Loving someone means accepting them for their flaws and adoring them warts and all. Without this you will always resent them for their annoying traits which could create cracks in your relationships. If you truly love someone you will see past their imperfections (hopefully!) and love them for who they are. Either raise your opinions on their bad time keeping/inappropriate jokes/laziness or learn to live with them. You must also comprehend that you too will have annoying habits that drive your partner up the wall – underwear hanging on the shower rail, hair slides on every surface, not to mention hormonal ups and downs. You’re not perfect yourself lady! (But hopefully he loves you anyway).

Forgiveness

Sadly, no one is perfect and everybody has regrets. If either you or your partner has done something to hurt the other in the past then you must learn to forgive one another before marriage. If this just isn’t possible then you need to consider what effects this may have down the line. Will you always hold it against one another? Will it be a constant niggle in your marriage? Clean the slate now before you commit.

True love?

What are your true motives for wanting to marry your partner? If it’s wealth then you’re barking up the wrong tree. Marriage should be solely based on true love and adoration between two people. Anything else will not a happy marriage make. You also need to ask yourself if you are getting married because you want to or because you feel you should. Feeling pressure to tie the knot can stem from society, families or friends but you need to do what’s right for you and no one else. Or, your motives may lie in making your partner happy, when in reality you do not feel ready to say ‘I do’. The only reason you should marry someone is because you love them and want to spend your life with them.

Your future

Being open about your intentions for the future is vital if you are planning on committing yourself to someone for the rest of your life – after all, marriage doesn’t end after the first dance. Do you want kids? Do you want to travel? Emigrate? Change career? These are the sorts of things you need to discuss before your wedding as it would not be fair to surprise your partner with plans to leave the country for a gap year or to suddenly want to adopt orphaned children. You need to make sure that you both want the same things in life or it will be hard to act as a unit.

Pre-nuptial agreement

A prenuptial (aka ante-nuptial agreement or premarital agreement) aims to protect individual assets, so if you are entering a marriage with vastly different possessions it would make sense to at least take some legal advice. In a perfect world marriage would last forever, but of course that is not always the case and a large proportion of marriages do not stand the test of time.
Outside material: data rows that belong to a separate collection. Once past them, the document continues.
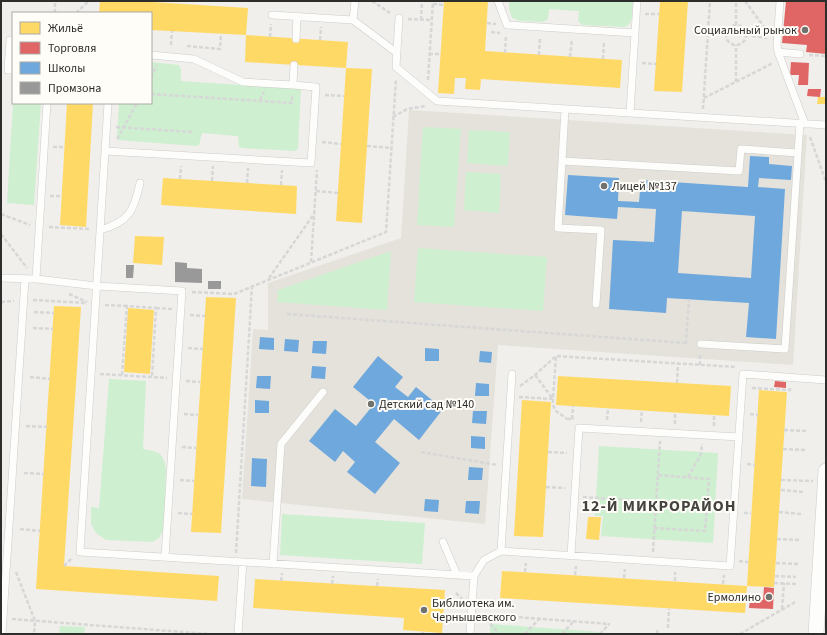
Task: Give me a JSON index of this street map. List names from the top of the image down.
{
  "districts": ["12-Й МИКРОРАЙОН"],
  "places": [
    "Социальный рынок",
    "Лицей №137",
    "Детский сад №140",
    "Ермолино",
    "Библиотека им. Чернышевского"
  ],
  "legend": [
    "Жильё",
    "Торговля",
    "Школы",
    "Промзона"
  ]
}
Decide if you want one before the wedding to clear up negotiation and potential conflict.

Mr & Mrs

Many couples are choosing to abandon tradition and either keep their original last names post-wedding or choose to have both. Technically you can choose whatever names you like, but just make sure you consider this prospect first. At the end of the day, some first and last names just aren’t the matches made in heaven that you and your partner are. William Williams, Robin Robinson, Danielle Daniels… you get the picture.

What’s mine is yours

Like a pre-nuptial agreement you need to discuss who owns what. Many couples choose to open a shared bank account but you need to discuss the rules and limitations of this before you start sharing your cash. Buying a pet, an antique or investing in shares needs to be done under agreement of who owns it or if you’ll split it 50/50.

But it’s not all about money and possessions – chores and responsibilities need dividing too. You both use the bathroom so you both should clean it (in an ideal world). So you need to consider what you are willing to share, which ideally should be everything (after all, you are sharing your lives and a home). Read more on getwed.com...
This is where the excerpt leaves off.